Thomas Drummond lived from 10 October 1797 to 15 April 1840. He was an engineer and inventor of the Drummond Light who worked for the Ordnance Survey of Ireland before becoming a senior administrator in Ireland. The wider picture in Scotland at the time is set out in our Historical Timeline.
Thomas Drummond was the second of three sons of James Drummond and his wife Elizabeth Somers. He was born in Edinburgh and attended Edinburgh High School. In 1810 at the age of 13 he became a student at the University of Edinburgh, and three years later he became a cadet at the military academy at Woolwich. He gained a commission in the Royal Engineers in 1815 where he gained a reputation as a skilled surveyor. In the early 1820s he worked on a survey of the Highlands, while passing the winter months in London.
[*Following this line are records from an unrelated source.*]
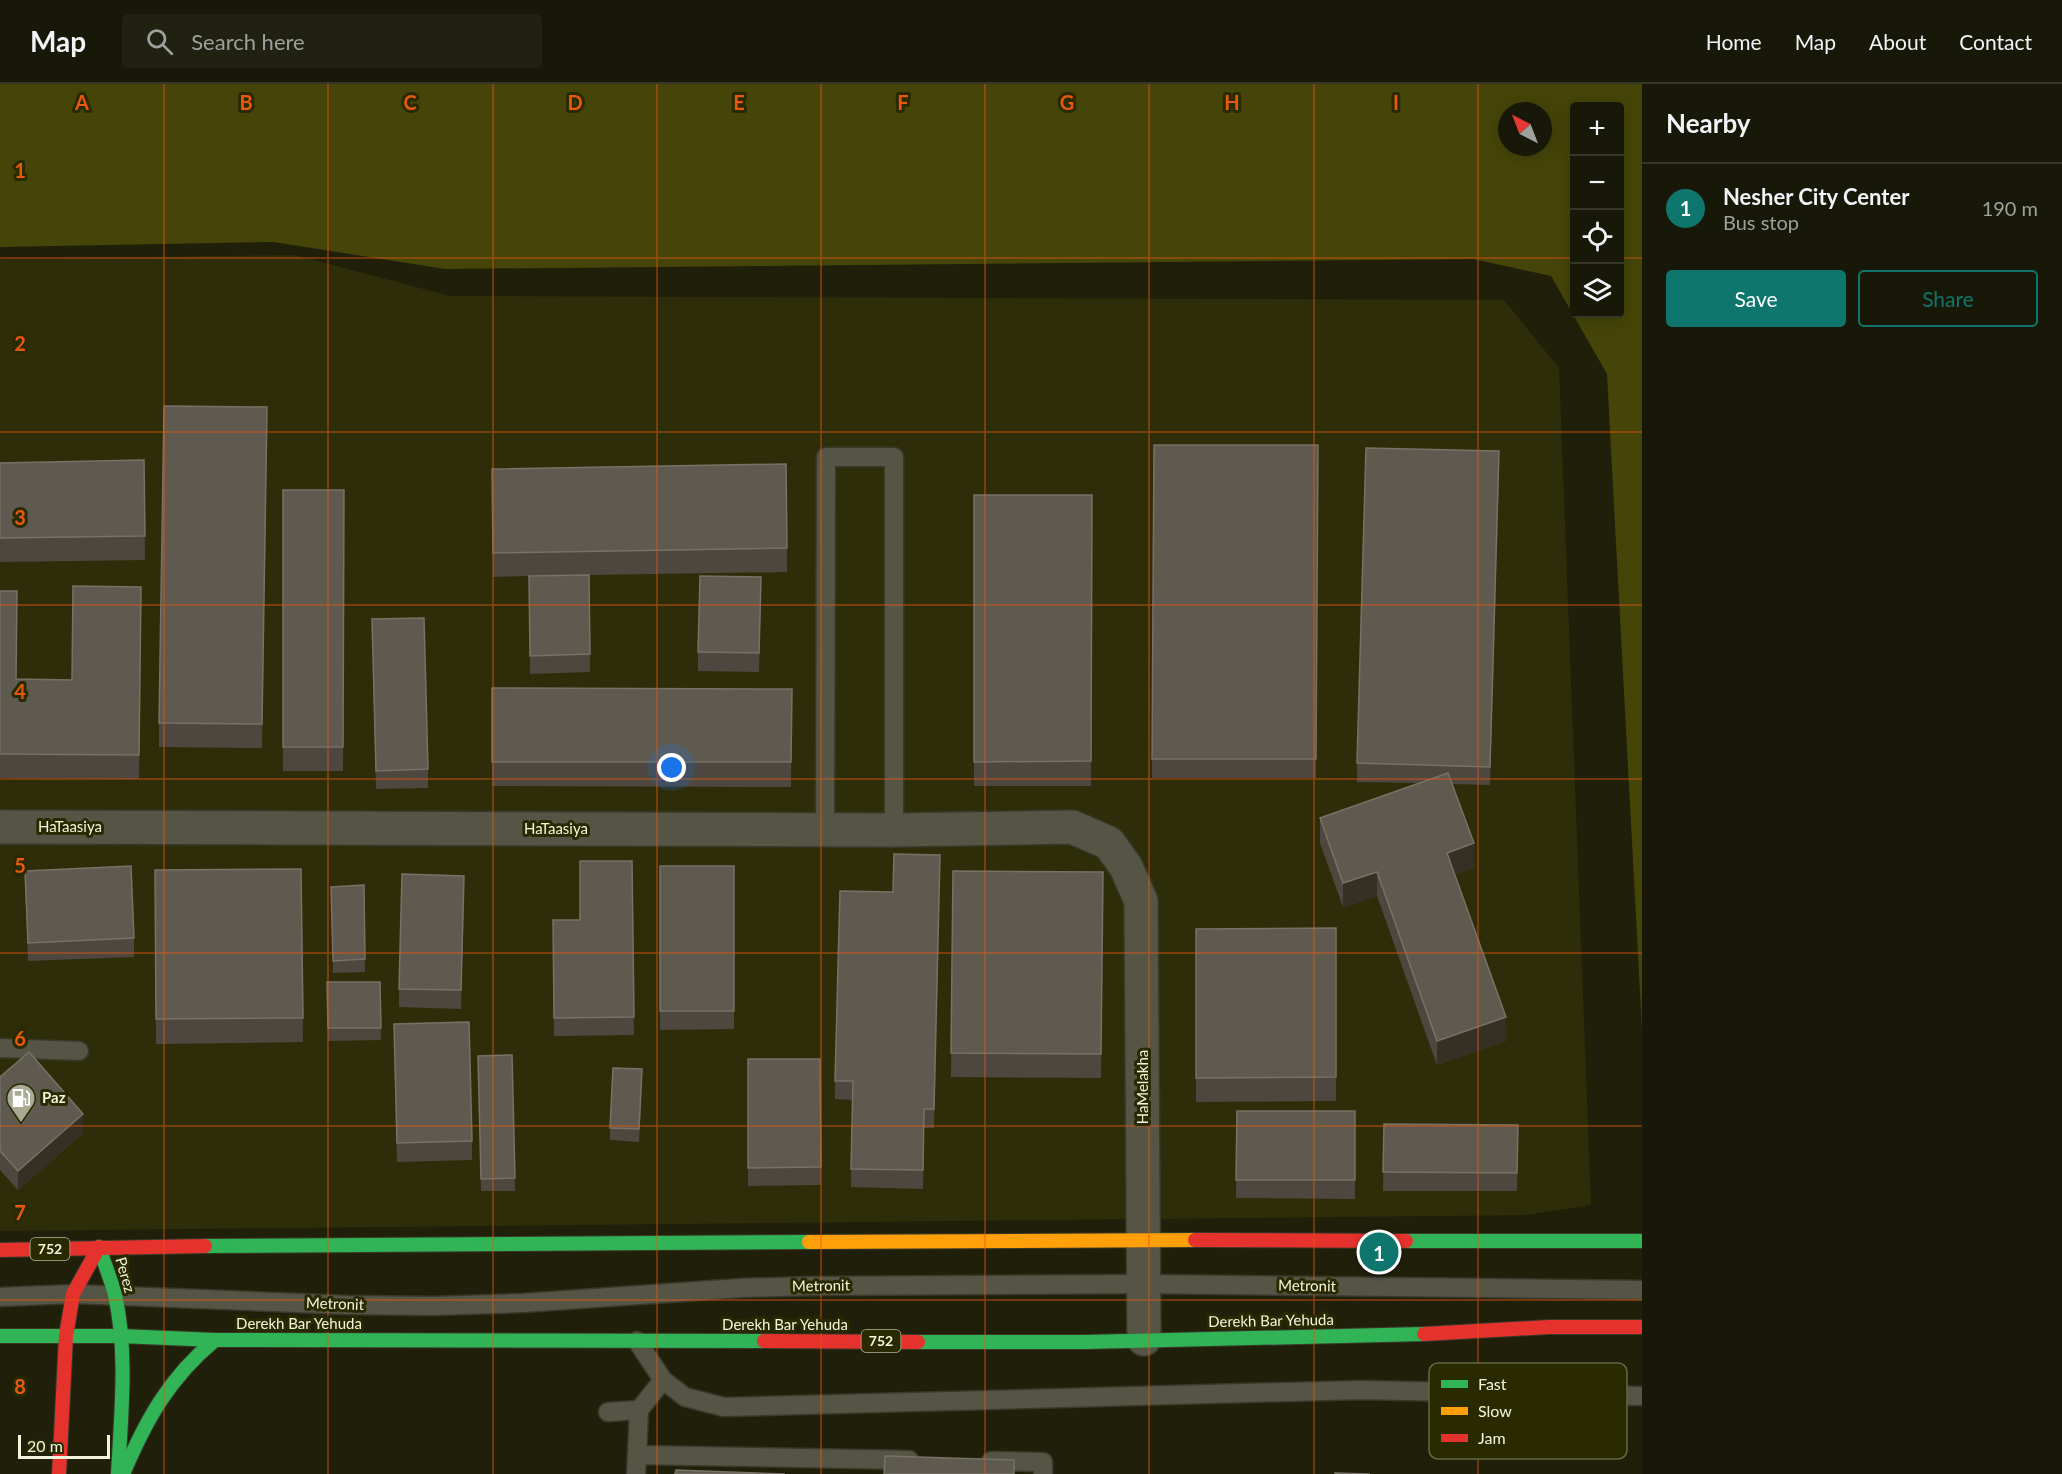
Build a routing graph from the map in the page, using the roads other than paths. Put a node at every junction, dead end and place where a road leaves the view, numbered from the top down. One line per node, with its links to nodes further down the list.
1 (0, 827): 2 (street, HaTaasiya)
2 (825, 829): 3 (street, HaTaasiya); 3 (lane)
3 (894, 830): 4 (street, HaTaasiya)
4 (1109, 843): 7 (street, HaMelakha)
5 (0, 1048): 6 (lane)
6 (79, 1051)
7 (1143, 1240): 8 (main road, 752); 9 (main road, 752); 11 (street, HaMelakha)
8 (1642, 1241)
9 (99, 1247): 10 (main road, 752); 13 (main road, Perez); 14 (main road, Perez)
10 (0, 1250)
11 (1144, 1284): 12 (lane, Metronit); 14 (lane, Metronit); 20 (street, HaMelakha)
12 (1642, 1290)
13 (73, 1294): 14 (lane, Metronit); 15 (lane, Metronit); 18 (main road, Perez)
14 (115, 1295): 19 (main road, Perez)
15 (0, 1297)
16 (1642, 1327): 20 (main road, Derekh Bar Yehuda / 752)
17 (0, 1336): 18 (main road, Derekh Bar Yehuda / 752)
18 (66, 1336): 19 (main road, Derekh Bar Yehuda / 752); 32 (main road, Perez)
19 (120, 1336): 21 (main road, Derekh Bar Yehuda / 752); 33 (main road, Perez)
20 (1144, 1339): 22 (main road, Derekh Bar Yehuda / 752)
21 (215, 1340): 22 (main road, Derekh Bar Yehuda / 752); 34 (main road)
22 (637, 1341): 23 (lane)
23 (663, 1380): 24 (lane); 27 (lane)
24 (1429, 1391)
25 (1627, 1396): 26 (lane)
26 (1642, 1396)
27 (639, 1410): 28 (lane); 29 (lane)
28 (608, 1412)
29 (637, 1455): 30 (lane); 35 (lane)
30 (924, 1460)
31 (972, 1461): 36 (lane)
32 (59, 1474)
33 (118, 1474)
34 (123, 1474)
35 (636, 1474)
36 (1043, 1474)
In 1824 Drummond took up a post with the Ordnance Survey of Ireland, at the time engaged on the first comprehensive survey of Ireland. This process was assisted by an invention which still bears Drummond's name. The Drummond Light used the newly discovered principle of limelight, caused by an oxyhydrogen flame heating a cylinder of quicklime, to project a bright light great distances. It was shown that the Drummond Light could be seen at a distance of 68 miles, allowing surveyors to triangulate more easily and with greater accuracy.
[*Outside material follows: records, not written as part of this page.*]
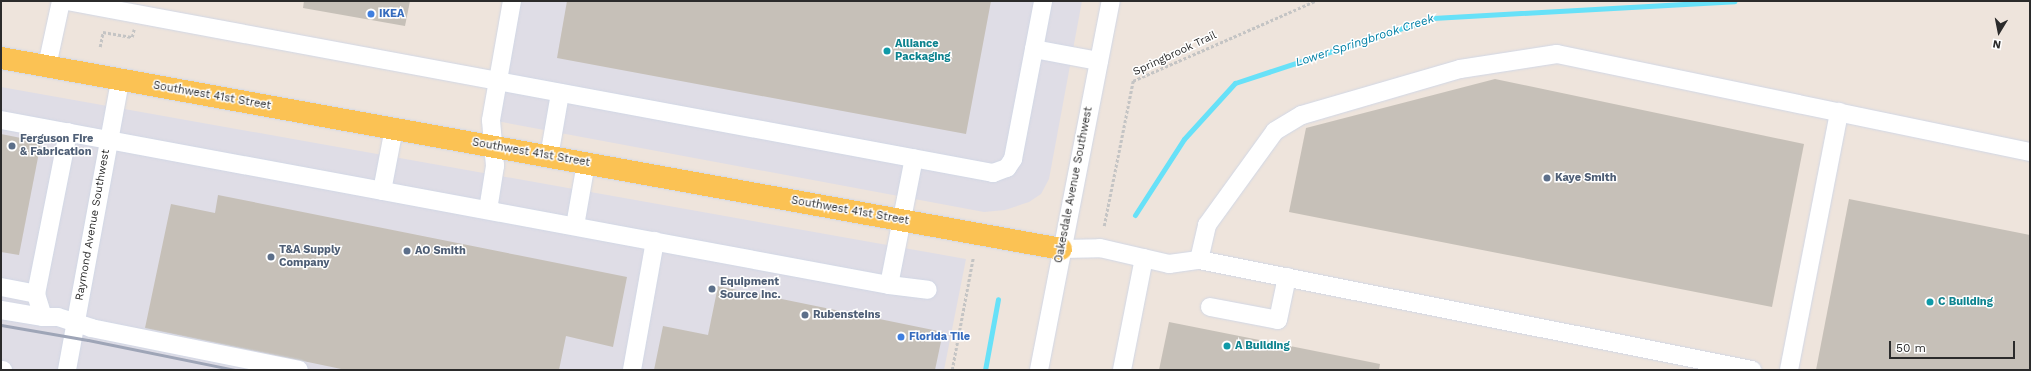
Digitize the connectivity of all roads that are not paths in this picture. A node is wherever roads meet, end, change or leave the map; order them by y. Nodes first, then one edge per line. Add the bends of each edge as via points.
1 (61, 1) edge
2 (67, 1) edge
3 (512, 1) edge
4 (1043, 1) edge
5 (1111, 1) edge
6 (1034, 49) junction
7 (1, 58) edge
8 (1099, 61) junction
9 (47, 66) junction
10 (120, 80) junction
11 (499, 80) junction
12 (560, 93) junction
13 (1839, 112) junction
14 (1, 120) edge
15 (394, 128) junction
16 (68, 132) junction
17 (108, 139) junction
18 (495, 147) junction
19 (2030, 152) edge
20 (549, 157) junction
21 (914, 158) junction
22 (586, 163) junction
23 (382, 190) junction
24 (488, 210) junction
25 (903, 220) junction
26 (575, 226) junction
27 (655, 241) junction
28 (1061, 249) junction
29 (1144, 258) junction
30 (1199, 260) junction
31 (1287, 277) junction
32 (889, 285) junction
33 (1, 287) edge
34 (928, 290) dead end
35 (36, 294) junction
36 (1210, 307) dead end
37 (1, 310) edge
38 (43, 317) junction
39 (76, 324) junction
40 (67, 370) edge
41 (299, 370) edge
42 (632, 370) edge
43 (1039, 370) edge
44 (1122, 370) edge
45 (1752, 370) edge
46 (1789, 370) edge

1 - 9 street
2 - 11 street
3 - 11 street
4 - 6 street
5 - 8 street, Oakesdale Avenue Southwest
6 - 8 street
6 - 21 street via 1013,159 1007,168 993,173
7 - 9 main road, Southwest 41st Street
8 - 28 street, Oakesdale Avenue Southwest
9 - 10 main road, Southwest 41st Street
10 - 15 main road, Southwest 41st Street
10 - 17 street, Raymond Avenue Southwest
11 - 12 street
11 - 18 street via 491,120
12 - 20 street
12 - 21 street
13 - 19 street
13 - 30 street via 1557,54 1460,69 1302,115 1275,131 1207,226
13 - 46 street
14 - 16 street
15 - 18 main road, Southwest 41st Street
15 - 23 street
16 - 17 street
16 - 35 street
17 - 23 street
17 - 39 street, Raymond Avenue Southwest
18 - 20 main road, Southwest 41st Street
18 - 24 street via 495,166
20 - 22 main road, Southwest 41st Street
21 - 25 street
22 - 25 main road, Southwest 41st Street
22 - 26 street
23 - 24 street
24 - 26 street
25 - 28 main road, Southwest 41st Street
25 - 32 street
26 - 27 street
27 - 32 street
27 - 42 street
28 - 29 street via 1100,248
28 - 43 street, Oakesdale Avenue Southwest
29 - 30 street via 1170,264
29 - 44 street
30 - 31 street
31 - 36 street via 1278,320
31 - 45 street
32 - 34 street
33 - 35 street
35 - 38 street
37 - 38 street
38 - 39 street via 58,317
39 - 40 street, Raymond Avenue Southwest
39 - 41 street

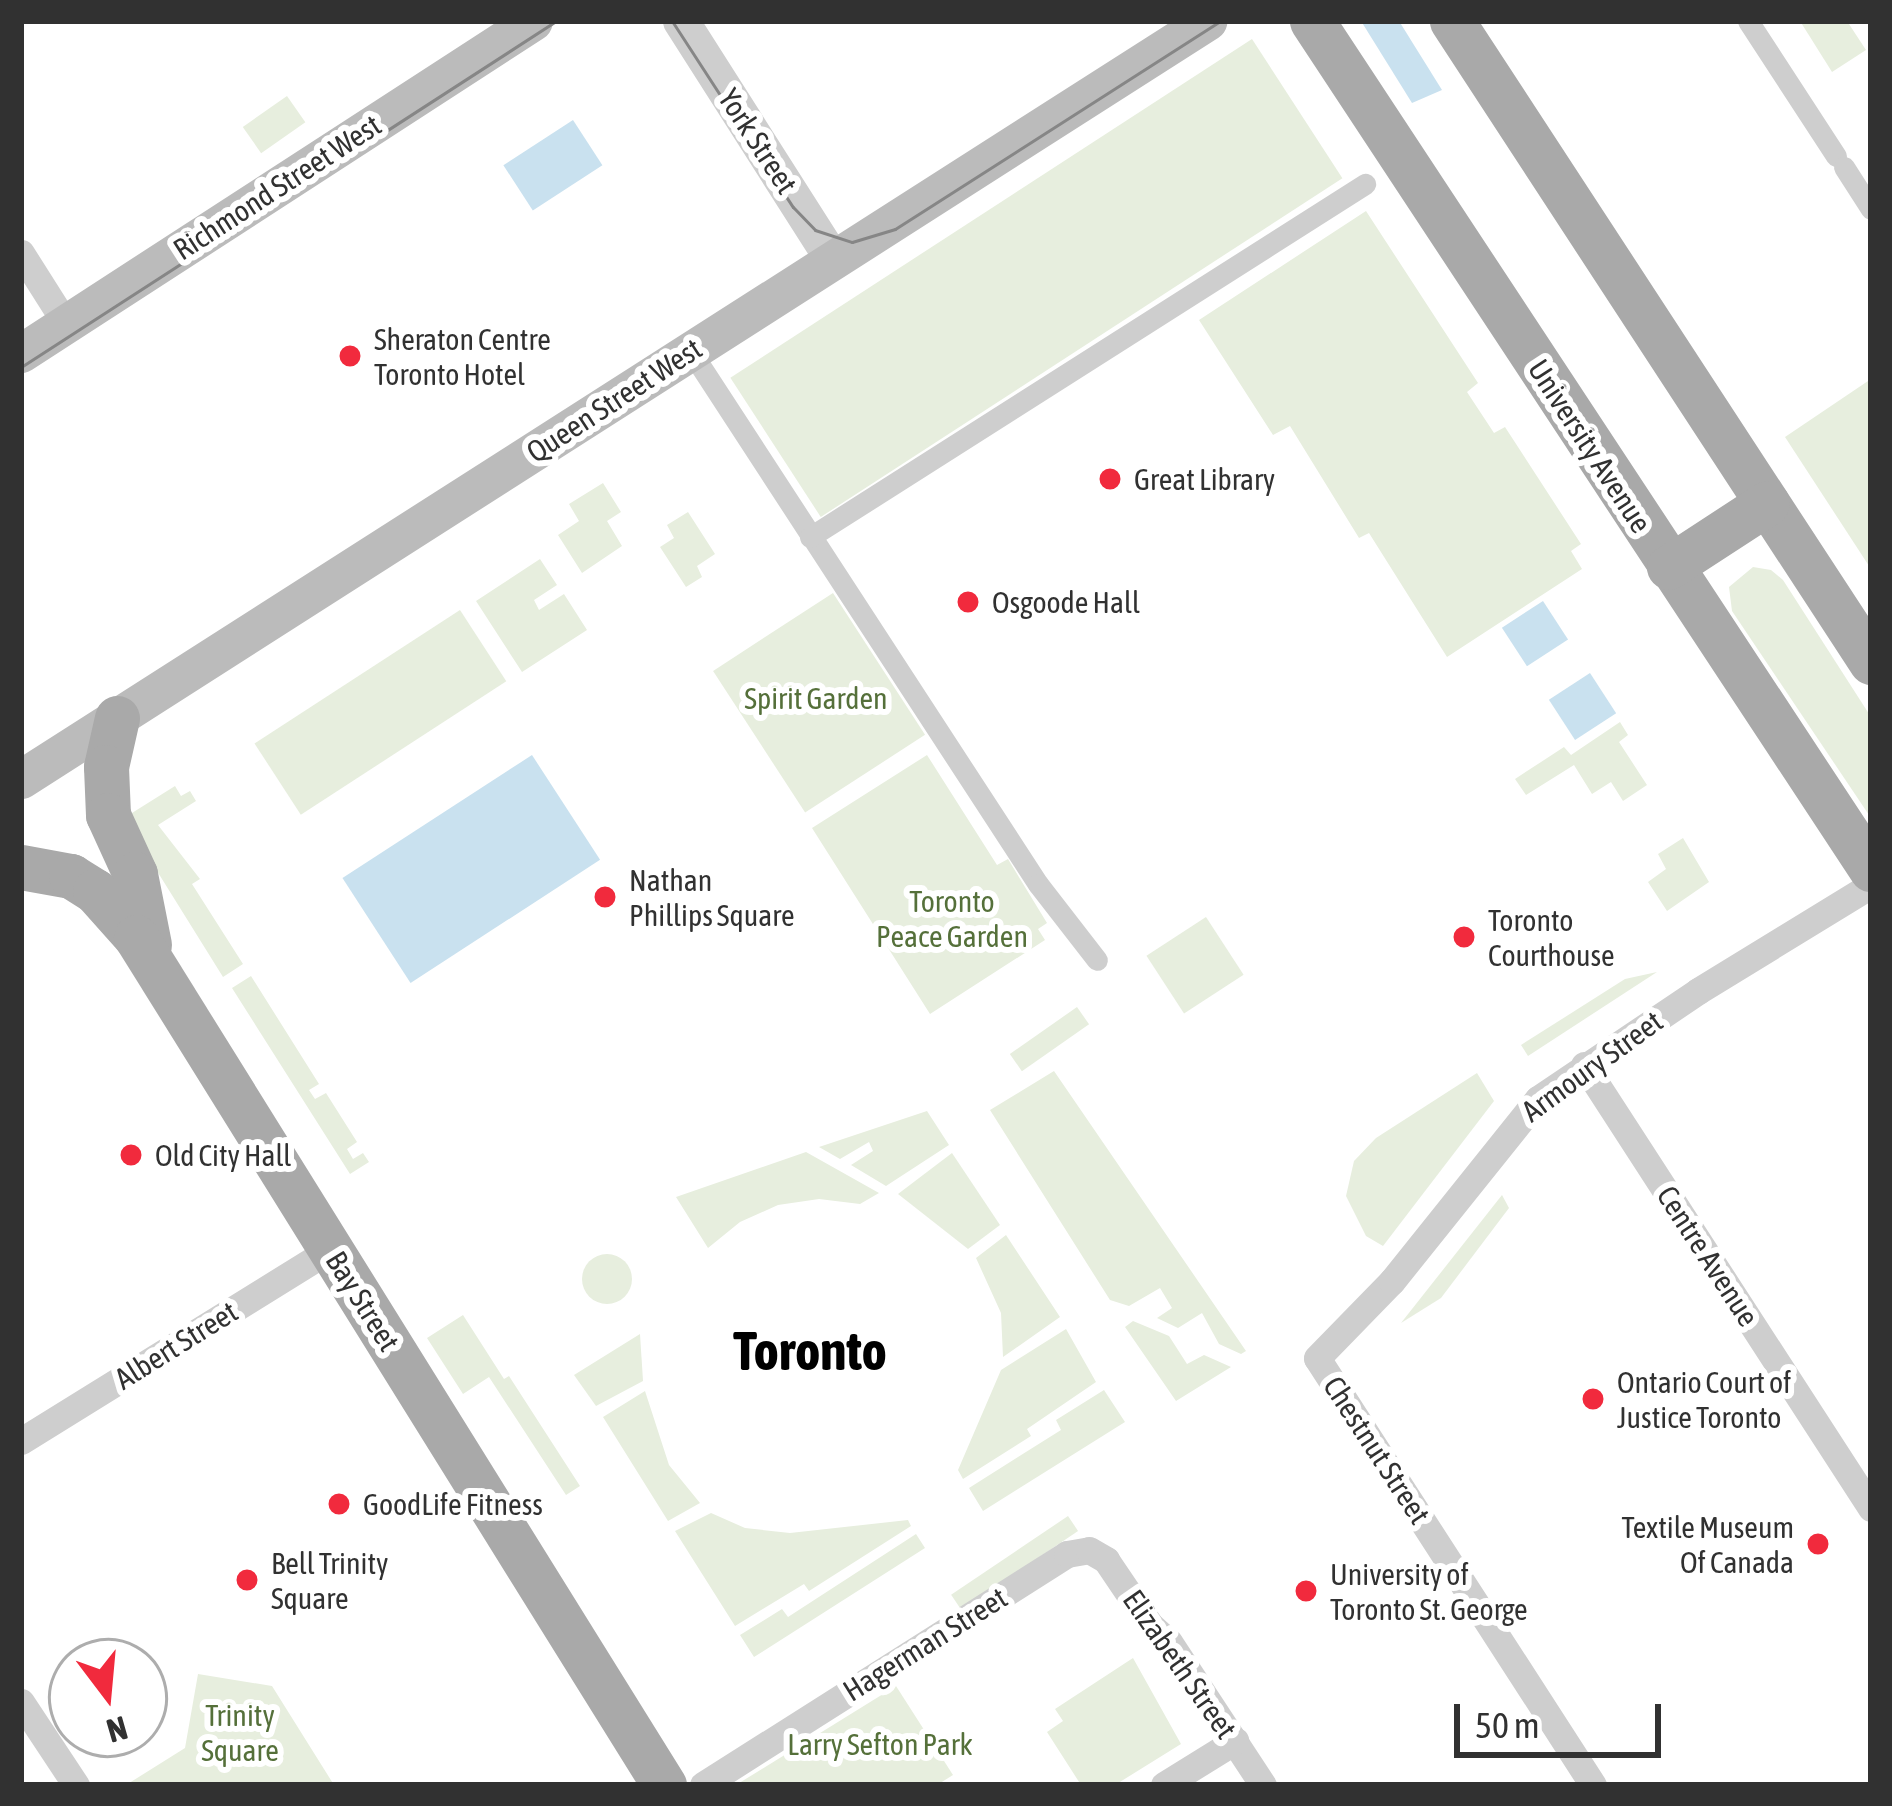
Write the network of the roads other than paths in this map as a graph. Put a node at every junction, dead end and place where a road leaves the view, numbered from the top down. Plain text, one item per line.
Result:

In the early 1830s Drummond worked for the government in London, and in 1835 he married the heiress Maria Kinnaird. They went on to have three daughters together. Soon afterwards he returned to Ireland as Irish Under-Secretary, the senior civil servant in the administration in Dublin. He was said to have been a fair administrator and was rated highly by the Irish. Drummond was still in post in Dublin when he died in 1840 at the age of just 42, reportedly as a result of overwork.